I recently succumbed to the hype and downloaded Mailbox, a mobile email client that tries to help you manage your overflowing email inbox and achieve the mythical “inbox zero”.
Mailbox does this by encouraging you to immediately archive, trash or schedule the email for a re-read or response using a swipe interface. It’s pretty good, actually, and I’ve found myself with fewer new emails just sitting in my inbox waiting for me to do something with them. My older email archive is another matter.
There’s one major flaw however.
By using Mailbox, I’m effectively helping to re-AOLize the web. You see, Mailbox only supports two email providers: Gmail and Apple iCloud.
I find it incredible that an app developer working on an open, well-documented and well-understood platform like email has effectively closed down access to their product to users who are on just a couple of providers.
Don’t get me wrong: I know the problems are difficult, especially as open platforms beget a multitude of implementations.
But by choosing to lock yourself into the Google API, when there is another, really open way to do things, feels like a mistake to me. If Mailbox supported any standardised IMAP provider, they’d no doubt have access to a much wider user base who would use their app across multiple providers.

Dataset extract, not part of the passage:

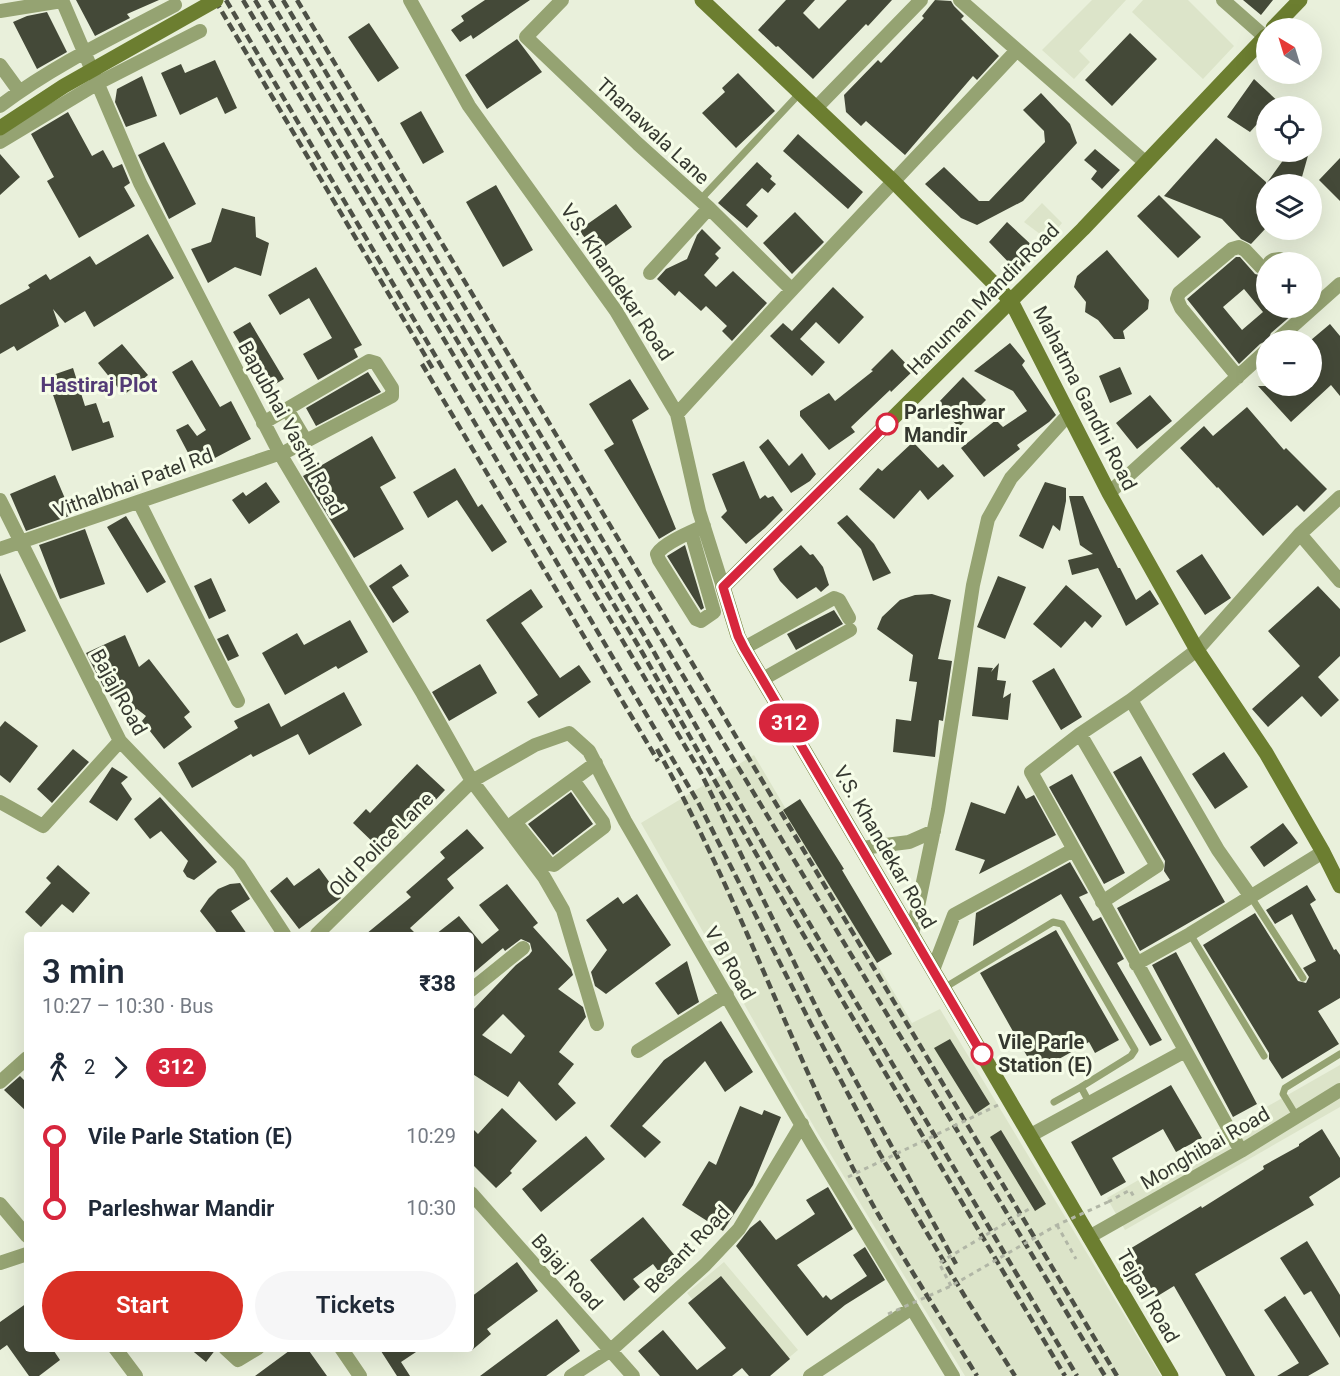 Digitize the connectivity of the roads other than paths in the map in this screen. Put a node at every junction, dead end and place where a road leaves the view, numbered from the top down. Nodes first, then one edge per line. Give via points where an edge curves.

And they might even be able to charge for the app and make an income – rather than selling themselves to Dropbox to survive.
It doesn’t help that locking me even more to the Google ecosystem and all the threats to my privacy and freedom that brings with it. Dropbox is another cloud company with a questionable approach to customer’s privacy and freedom.
Google (and to a lesser extent) Apple, Facebook and Twitter, have little interest in allowing their products to inter-operate in a meaningful way. Let’s remember that this is exactly how much of the consumer internet worked in the late 80s and 90s: CompuServe only reluctantly added email to its internal messaging and AoL generally preferred to lock down users to its own walled-garden of content rather than having them access the web. Both these networks, once seen as pioneers are now effectively defunct.
When developers choose to lock-in to an ecosystem like Google, they also lock in users. And that’s when innovation dies: users’ choice is restricted, so they demand less (and alternatives don’t get developed). By using it myself, I’m helping depress demand for a good email client that works with multiple providers. That’s not a good thing because it means I’ll have less choice.
Despite email being an inherently tedious form of communication, it’s essential and here to stay. If developers want to play their part in improving email, then it’s not going to be by re-AOLizing the web and locking down to a single provider: it’s going to be by supporting open email platforms that enable a wide range of people to use your product.
As it stands, Mailbox has been a useful so far. But I know my own time with it is limited, as I continue to transition away from closed source, anti-privacy services like Gmail to self-hosted, free and open source alternatives.
And that will be a loss for the Mailbox developers.